=== Begin Enclosure ===

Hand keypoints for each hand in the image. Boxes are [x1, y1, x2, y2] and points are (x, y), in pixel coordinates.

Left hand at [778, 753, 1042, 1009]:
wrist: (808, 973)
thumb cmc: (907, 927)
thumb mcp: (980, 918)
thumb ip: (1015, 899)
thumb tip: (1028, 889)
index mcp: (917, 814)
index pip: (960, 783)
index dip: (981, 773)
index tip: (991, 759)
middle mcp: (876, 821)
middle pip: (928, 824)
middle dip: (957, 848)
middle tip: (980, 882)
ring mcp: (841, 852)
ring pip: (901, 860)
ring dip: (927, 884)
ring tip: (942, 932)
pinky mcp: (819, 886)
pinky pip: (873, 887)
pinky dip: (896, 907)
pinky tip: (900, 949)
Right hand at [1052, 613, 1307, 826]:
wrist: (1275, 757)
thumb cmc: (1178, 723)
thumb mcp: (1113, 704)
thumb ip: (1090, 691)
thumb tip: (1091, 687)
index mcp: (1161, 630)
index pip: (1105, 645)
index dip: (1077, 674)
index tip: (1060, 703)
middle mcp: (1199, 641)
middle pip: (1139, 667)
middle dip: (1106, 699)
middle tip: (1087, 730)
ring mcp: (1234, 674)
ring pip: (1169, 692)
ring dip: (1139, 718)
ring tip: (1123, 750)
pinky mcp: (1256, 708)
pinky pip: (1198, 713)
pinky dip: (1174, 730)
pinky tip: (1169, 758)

=== End Enclosure ===
=== Begin Enclosure ===

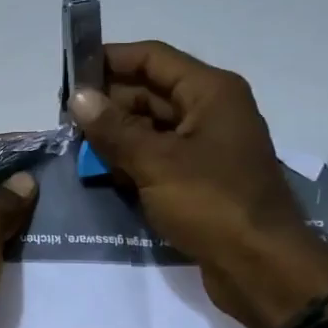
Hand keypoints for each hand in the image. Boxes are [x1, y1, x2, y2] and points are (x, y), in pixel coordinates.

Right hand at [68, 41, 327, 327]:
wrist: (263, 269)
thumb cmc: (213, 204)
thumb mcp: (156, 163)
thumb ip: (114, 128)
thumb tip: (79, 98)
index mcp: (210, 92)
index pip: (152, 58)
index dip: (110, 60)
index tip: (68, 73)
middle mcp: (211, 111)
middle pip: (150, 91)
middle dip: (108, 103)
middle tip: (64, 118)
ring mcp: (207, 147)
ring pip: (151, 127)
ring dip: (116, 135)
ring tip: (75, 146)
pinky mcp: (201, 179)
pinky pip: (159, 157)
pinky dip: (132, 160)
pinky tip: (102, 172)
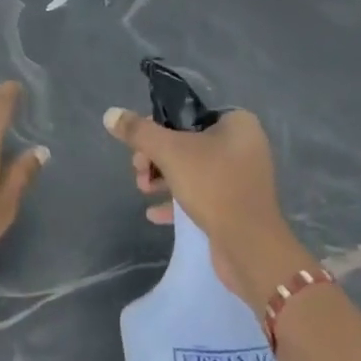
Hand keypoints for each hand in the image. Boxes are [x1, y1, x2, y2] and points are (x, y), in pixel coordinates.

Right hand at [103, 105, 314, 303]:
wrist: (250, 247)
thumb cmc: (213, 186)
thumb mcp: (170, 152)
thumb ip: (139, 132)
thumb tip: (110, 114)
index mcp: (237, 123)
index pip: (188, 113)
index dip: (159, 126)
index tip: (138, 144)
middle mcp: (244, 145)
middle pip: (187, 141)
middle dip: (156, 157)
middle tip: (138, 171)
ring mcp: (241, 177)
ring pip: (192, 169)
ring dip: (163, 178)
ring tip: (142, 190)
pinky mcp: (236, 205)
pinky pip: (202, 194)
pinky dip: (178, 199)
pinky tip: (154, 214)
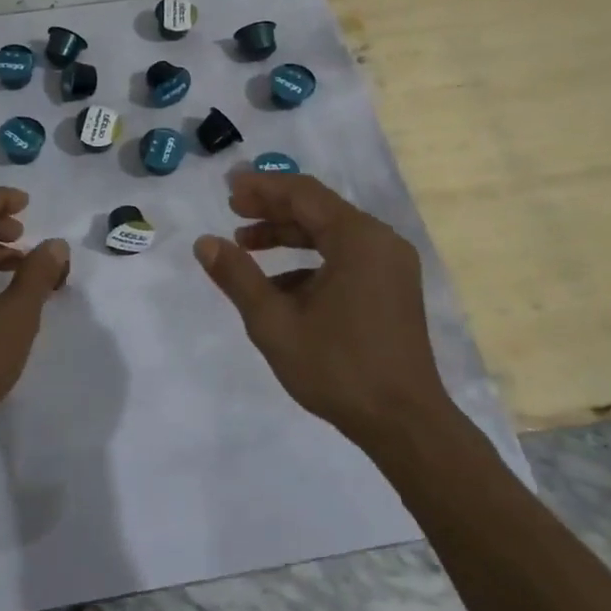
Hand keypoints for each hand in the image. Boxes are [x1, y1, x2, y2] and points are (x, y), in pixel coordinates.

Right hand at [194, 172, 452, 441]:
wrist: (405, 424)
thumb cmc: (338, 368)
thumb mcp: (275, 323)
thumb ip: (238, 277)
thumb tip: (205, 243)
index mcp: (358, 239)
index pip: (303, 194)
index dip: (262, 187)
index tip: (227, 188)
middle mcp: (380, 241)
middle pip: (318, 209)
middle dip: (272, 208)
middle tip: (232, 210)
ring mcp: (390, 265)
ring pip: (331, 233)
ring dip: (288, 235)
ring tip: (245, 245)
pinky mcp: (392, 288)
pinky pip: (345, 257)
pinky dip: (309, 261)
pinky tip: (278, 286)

=== End Enclosure ===

• **What the task requires**: Leave out every line above except those from the line with "index pip: (960, 783)" up to and including the line with "pinky tip: (1169, 758)", and copy those exactly.

• **Solution to this exercise**:
index pip: (960, 783)
index dip: (981, 773)
index tip: (991, 759)
middle mcp: (876, 821)
middle pip: (928, 824)
middle dip: (957, 848)
middle tip: (980, 882)
ring mcp: (841, 852)
ring pip: (901, 860)
ring dip: (927, 884)
ring tip: (942, 932)
pinky mcp: (819, 886)
pinky pip: (873, 887)
pinky dip: (896, 907)
pinky tip: (900, 949)
Right hand at [1052, 613, 1307, 826]:
wrist: (1275, 757)
thumb cmc: (1178, 723)
thumb mcp: (1113, 704)
thumb ip: (1090, 691)
thumb tip: (1091, 687)
index mcp: (1161, 630)
index pip: (1105, 645)
index dip: (1077, 674)
index tip: (1060, 703)
middle mcp: (1199, 641)
middle pip: (1139, 667)
middle dip: (1106, 699)
middle tip: (1087, 730)
ring mcp: (1234, 674)
ring pip: (1169, 692)
ring dip: (1139, 718)
ring tip: (1123, 750)
pinky mcp: (1256, 708)
pinky pip: (1198, 713)
pinky dip: (1174, 730)
pinky tip: (1169, 758)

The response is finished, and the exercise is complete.